[Start of section]

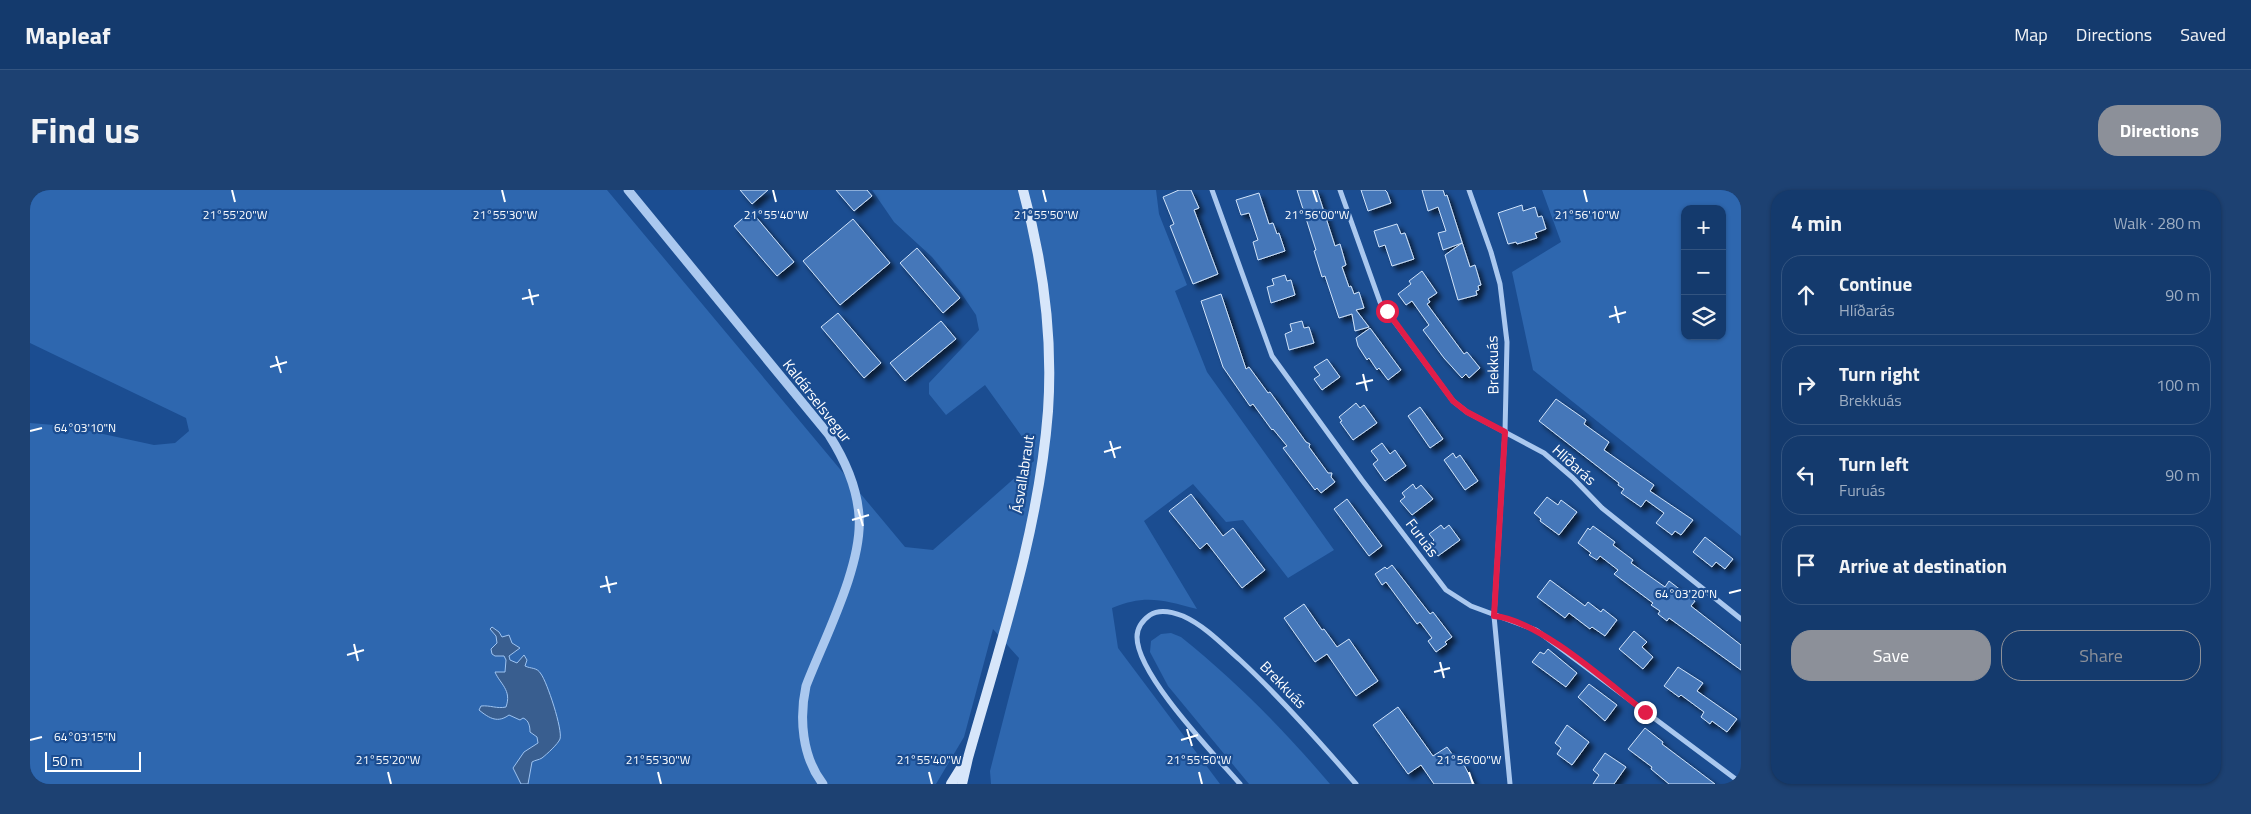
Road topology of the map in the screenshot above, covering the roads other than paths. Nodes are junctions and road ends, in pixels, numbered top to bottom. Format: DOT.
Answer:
graph roads {
  1 [pos="628,190"];
  2 [pos="1023,190"];
  3 [pos="1212,190"];
  4 [pos="1340,190"];
  5 [pos="1469,190"];
  6 [pos="1505,432"];
  7 [pos="1494,616"];
  8 [pos="1741,619"];
  9 [pos="968,758"];
  10 [pos="1741,783"];
  11 [pos="823,784"];
  12 [pos="951,784"];
  13 [pos="962,784"];
  14 [pos="1240,784"];
  15 [pos="1356,784"];
  16 [pos="1510,784"];
  1 -- 11 [label="street, Kaldárselsvegur"];
  2 -- 9 [label="main road, Ásvallabraut"];
  3 -- 7 [label="street, Furuás"];
  4 -- 6 [label="street, Hlíðarás"];
  5 -- 6 [label="street, Brekkuás"];
  6 -- 7 [label="street, Brekkuás"];
  6 -- 8 [label="street, Hlíðarás"];
  7 -- 10 [label="street, Furuás"];
  7 -- 16 [label="street, Brekkuás"];
  9 -- 12 [label="main road, Ásvallabraut"];
  9 -- 13 [label="main road, Ásvallabraut"];
  14 -- 15 [label="street, Brekkuás"];
}
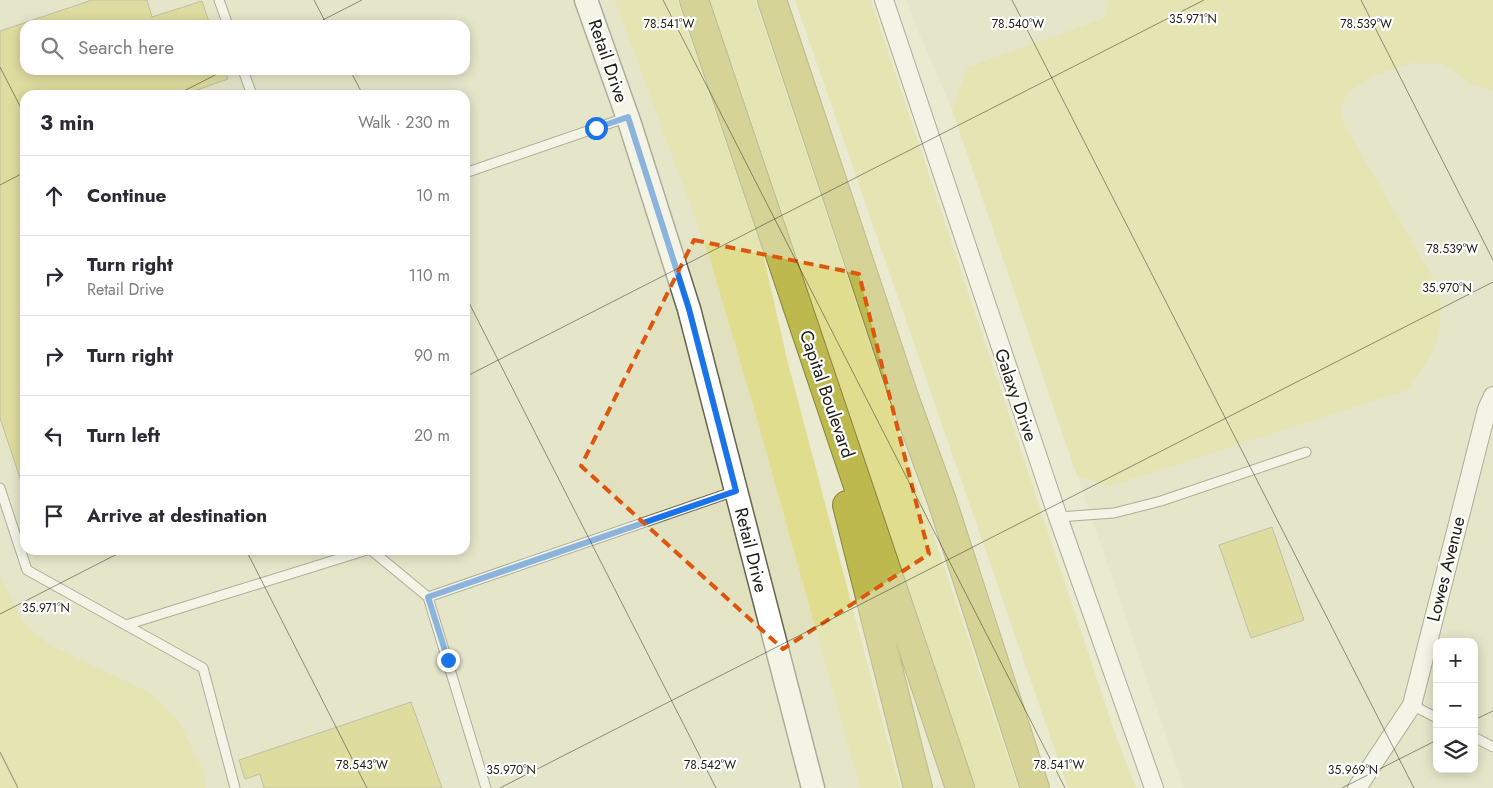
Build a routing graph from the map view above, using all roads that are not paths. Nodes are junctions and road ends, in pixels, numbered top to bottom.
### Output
1 (220, 0) edge
2 (586, 0) edge
3 (694, 0) edge
4 (772, 0) edge
5 (884, 0) edge
6 (226, 20) edge
7 (245, 75) edge
8 (250, 90) edge
9 (628, 117) junction
10 (470, 170) edge
11 (800, 315) junction
12 (1491, 406) edge
13 (1306, 452) dead end
14 (0, 488) edge
15 (736, 491) junction
16 (942, 501) junction
17 (1058, 517) junction
18 (20, 549) edge
19 (22, 555) edge
20 (353, 555) edge
21 (375, 555) edge
22 (428, 597) junction
23 (126, 625) junction
24 (1412, 705) junction
25 (1433, 716) edge
26 (1478, 739) edge
27 (1493, 746) edge
28 (235, 788) edge
29 (486, 788) edge
30 (813, 788) edge
31 (918, 788) edge
32 (960, 788) edge
33 (1035, 788) edge
34 (1052, 788) edge
35 (1154, 788) edge
36 (1357, 788) edge

1 - 6 lane
2 - 9 street, Retail Drive
3 - 11 highway, Capital Boulevard
4 - 16 highway
5 - 17 street, Galaxy Drive
7 - 8 lane
9 - 10 lane
9 - 15 street, Retail Drive
11 - 31 highway
11 - 32 highway, Capital Boulevard
12 - 24 street, Lowes Avenue
13 - 17 lane
14 - 18 lane
15 - 22 lane
15 - 30 street, Retail Drive
16 - 33 highway
16 - 34 highway
17 - 35 street, Galaxy Drive
19 - 23 lane
20 - 23 lane
21 - 22 lane
22 - 29 lane
23 - 28 lane
24 - 25 lane
24 - 36 street, Lowes Avenue
26 - 27 lane

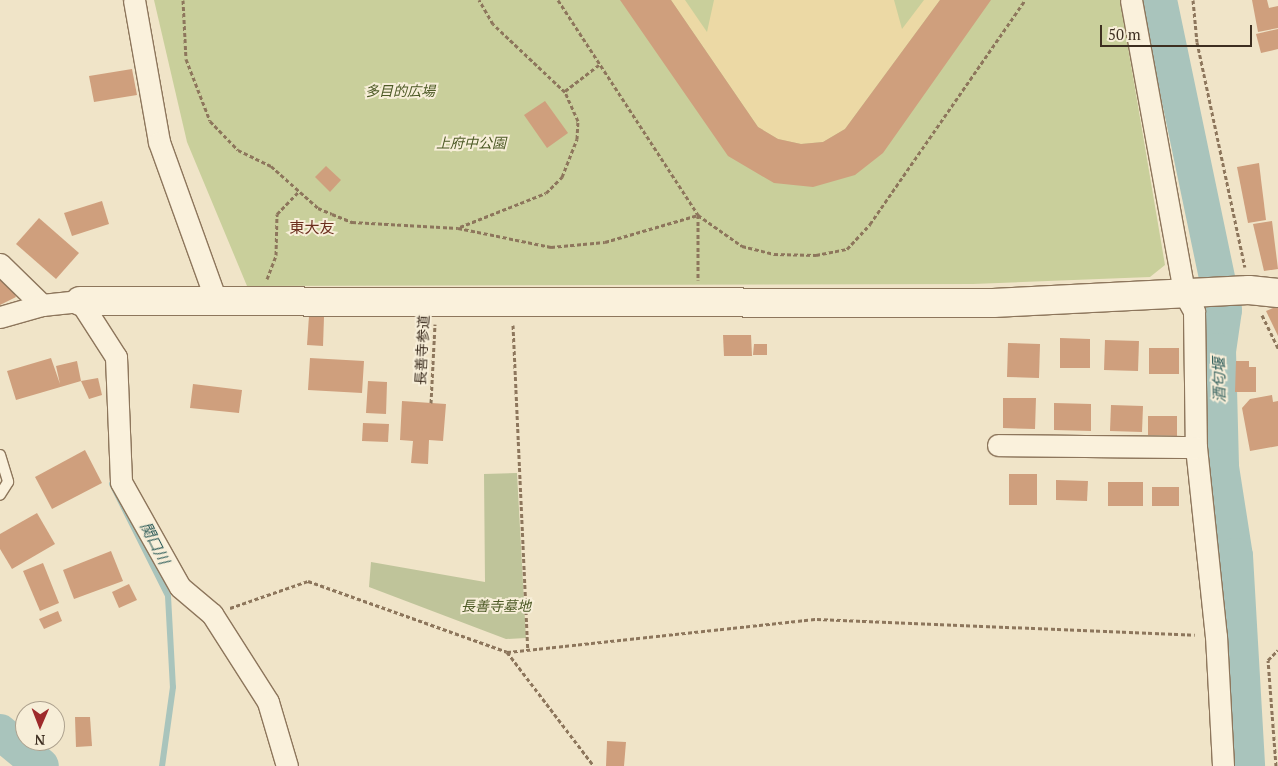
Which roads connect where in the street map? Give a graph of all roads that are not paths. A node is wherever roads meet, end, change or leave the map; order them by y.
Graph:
1 (134, 0) edge
2 (1131, 0) edge
3 (0, 264) edge
4 (1184, 293) junction
5 (1278, 293) edge
6 (216, 300) junction
7 (80, 301) junction
8 (42, 305) junction
9 (0, 317) edge
10 (998, 445) dead end
11 (1196, 447) junction
12 (0, 455) edge
13 (0, 494) edge
14 (287, 766) edge
15 (1223, 766) edge

1 - 6 street
2 - 4 street
3 - 8 street
4 - 5 street
4 - 6 street
4 - 11 street
6 - 7 street
7 - 8 street
7 - 14 street
8 - 9 street
10 - 11 street
11 - 15 street
12 - 13 lane

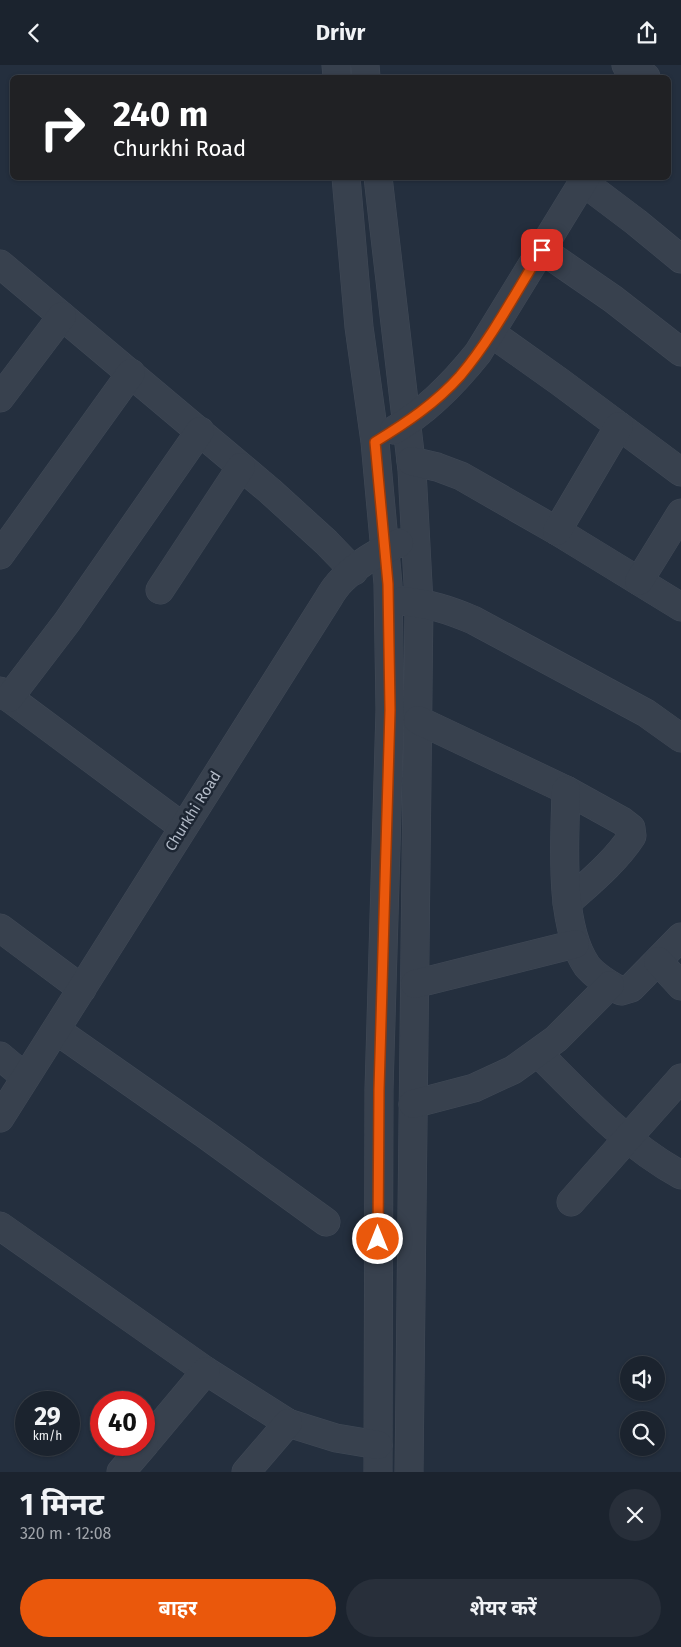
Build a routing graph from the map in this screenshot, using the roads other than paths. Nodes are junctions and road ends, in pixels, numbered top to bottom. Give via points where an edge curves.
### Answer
1 (626, 65) edge
2 (644, 75) edge
3 (346, 180) edge
4 (378, 180) edge
5 (585, 180) edge
6 (542, 250) junction
7 (681, 259) edge
8 (0, 264) edge
9 (62, 316) junction
10 (491, 333) junction
11 (681, 352) edge
12 (131, 373) junction
13 (0, 398) edge
14 (407, 423) junction
15 (619, 426) junction
16 (200, 431) junction
17 (375, 442) junction
18 (410, 461) junction
19 (242, 467) junction
20 (681, 472) edge
21 (681, 513) edge
22 (557, 531) junction
23 (416, 535) junction
24 (385, 549) junction
25 (0, 555) edge
26 (354, 571) junction
27 (640, 581) junction
28 (160, 590) dead end
29 (389, 600) junction
30 (419, 603) junction
31 (681, 607) edge
32 (4, 694) edge
33 (418, 720) junction
34 (681, 738) edge
35 (566, 790) junction
36 (183, 827) junction
37 (567, 903) junction
38 (0, 928) edge
39 (681, 937) edge
40 (575, 944) junction
41 (658, 961) junction
42 (415, 984) junction
43 (610, 985) junction
44 (681, 986) edge
45 (82, 989) junction
46 (56, 1030) junction
47 (538, 1053) junction
48 (0, 1056) edge
49 (25, 1077) junction
50 (681, 1078) edge
51 (413, 1104) junction
52 (0, 1118) edge
53 (628, 1138) junction
54 (681, 1174) edge
55 (571, 1201) dead end
56 (326, 1222) dead end
57 (0, 1226) edge
58 (206, 1371) junction
59 (288, 1423) junction
60 (155, 1432) edge
61 (378, 1445) junction
62 (135, 1456) edge
63 (121, 1472) edge
64 (246, 1472) edge
65 (378, 1472) edge
66 (410, 1472) edge

1 - 2 street
3 - 17 street via 359,327
4 - 14 street
5 - 6 street
5 - 7 street
6 - 10 street
6 - 11 street
8 - 9 street
9 - 12 street
9 - 13 street
10 - 14 street via 459,377
10 - 15 street
12 - 16 street
12 - 25 street
14 - 17 street
14 - 18 street
15 - 20 street
15 - 22 street
16 - 19 street
16 - 32 street via 68,622
17 - 24 street
18 - 22 street via 461,476
18 - 23 street
19 - 26 street
19 - 28 street
21 - 27 street
22 - 27 street
23 - 24 street, Churkhi Road
23 - 30 street
24 - 26 street, Churkhi Road
24 - 29 street
26 - 36 street, Churkhi Road via 342,580 328,599
27 - 31 street
29 - 30 street
29 - 61 street via 390,710 379,1090
30 - 33 street
30 - 34 street via 447,609 473,620 646,713
32 - 36 street
33 - 35 street
33 - 42 street
35 - 37 street
35 - 37 street via 622,821 631,828 632,837
36 - 45 street, Churkhi Road
37 - 40 street
38 - 45 street
39 - 41 street
40 - 42 street
40 - 43 street via 588,967
41 - 43 street via 631,988 621,991
41 - 44 street
42 - 51 street
43 - 47 street
45 - 46 street, Churkhi Road
46 - 49 street, Churkhi Road
46 - 56 street
47 - 51 street via 474,1089
47 - 53 street via 588,1104
48 - 49 street
49 - 52 street, Churkhi Road
50 - 53 street
51 - 66 street
53 - 54 street
53 - 55 street
57 - 58 street
58 - 59 street
58 - 60 street
59 - 61 street via 336,1438
59 - 64 street
61 - 65 street
62 - 63 street

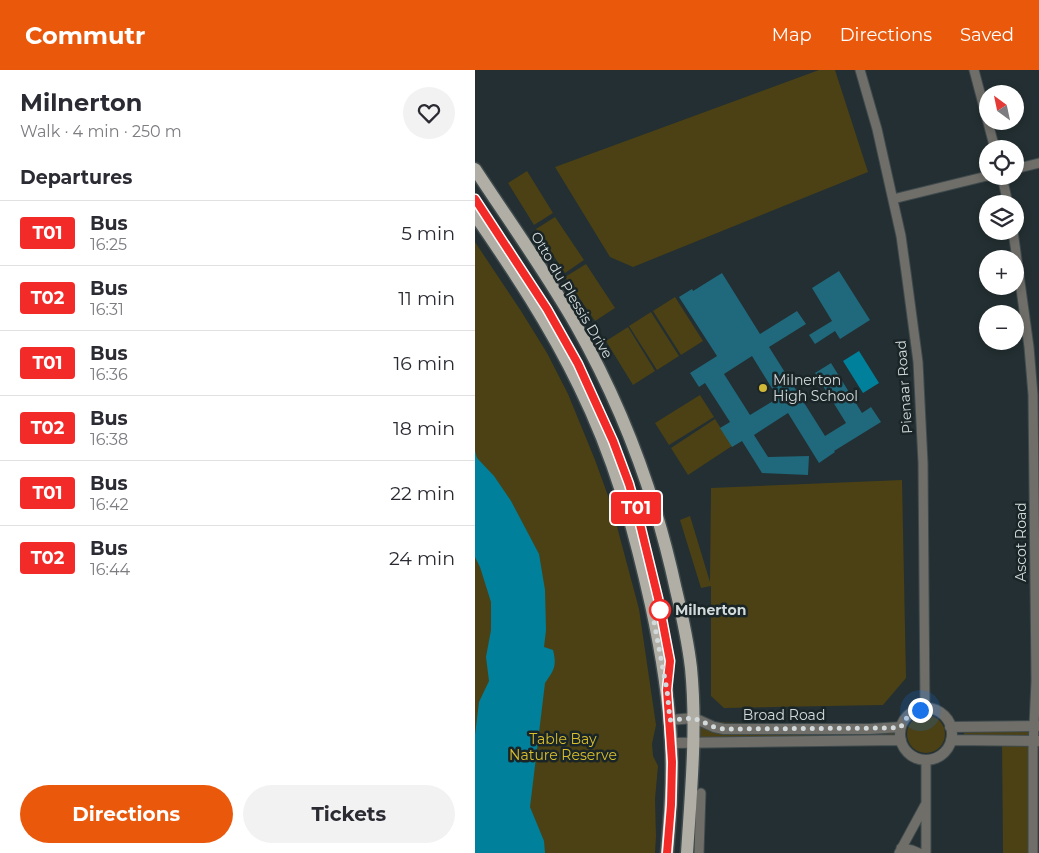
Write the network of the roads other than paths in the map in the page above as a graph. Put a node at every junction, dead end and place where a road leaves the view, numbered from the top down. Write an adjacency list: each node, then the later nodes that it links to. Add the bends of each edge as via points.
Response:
1 (860, 70): 8 (street, Pienaar Road)
2 (974, 70): 3 (street)
3 (993, 140)
4 (1039, 163): 5 (street)
5 (1024, 167)
6 (475, 170): 12 (main road, Otto du Plessis Drive, via 576,326 611,393 632,443 655,507 671,567 691,667)
7 (979, 178): 8 (street)
8 (893, 199): 11 (street, Pienaar Road, via 907,272 918,362 923,463)
9 (475, 215): 13 (main road, via 558,345 608,452 641,560 661,654)
10 (1014, 240): 14 (street, Ascot Road, via 1033,395)
11 (925, 709): 15 (street, via 910,714); 16 (street, via 940,713)
12 (694, 718): 13 (street, Broad Road); 17 (street, Broad Road, via 724,729); 22 (main road, Otto du Plessis Drive)
13 (670, 720): 21 (main road)
14 (1036, 726): 16 (street); 20 (street, Ascot Road)
15 (901, 727): 17 (street, Broad Road); 18 (street)
16 (951, 727): 19 (street)
17 (776, 729): 23 (street)
18 (901, 740): 23 (street, Broad Road); 24 (street, via 909,754)
19 (951, 740): 20 (street); 24 (street, via 947,750)
20 (1036, 741): 33 (street, Ascot Road)
21 (671, 743): 22 (street, Broad Road); 28 (main road)
22 (693, 743): 23 (street, Broad Road); 29 (main road, Otto du Plessis Drive)
23 (775, 743)
24 (926, 760): 26 (street)
25 (701, 793): 30 (street)
26 (926, 804): 27 (street); 32 (street)
27 (900, 851): 31 (street)
28 (667, 853)
29 (687, 853)
30 (699, 853)
31 (919, 853)
32 (926, 853)
33 (1033, 853)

[End of section]

_WHAT YOU WILL DO_
Up to and including the line that holds "Build a routing graph from the map view", restate word for word each line of the records from their start, and only those lines, leaving out the pictures.

_REPLY_
Road topology of the map in the screenshot above, covering the roads other than paths. Nodes are junctions and road ends, in pixels, numbered top to bottom. Format: DOT.
Answer:
graph roads {
  1 [pos="628,190"];
  2 [pos="1023,190"];
  3 [pos="1212,190"];
  4 [pos="1340,190"];
  5 [pos="1469,190"];
  6 [pos="1505,432"];
  7 [pos="1494,616"];
  8 [pos="1741,619"];
  9 [pos="968,758"];
  10 [pos="1741,783"];
  11 [pos="823,784"];
  12 [pos="951,784"];
  13 [pos="962,784"];
  14 [pos="1240,784"];
  15 [pos="1356,784"];
  16 [pos="1510,784"];
  1 -- 11 [label="street, Kaldárselsvegur"];
  2 -- 9 [label="main road, Ásvallabraut"];
  3 -- 7 [label="street, Furuás"];
  4 -- 6 [label="street, Hlíðarás"];
  5 -- 6 [label="street, Brekkuás"];
  6 -- 7 [label="street, Brekkuás"];
  6 -- 8 [label="street, Hlíðarás"];
  7 -- 10 [label="street, Furuás"];
  7 -- 16 [label="street, Brekkuás"];
  9 -- 12 [label="main road, Ásvallabraut"];
  9 -- 13 [label="main road, Ásvallabraut"];
  14 -- 15 [label="street, Brekkuás"];
}
Build a routing graph from the map view above, using all roads that are not paths. Nodes are junctions and road ends, in pixels, numbered top to bottom.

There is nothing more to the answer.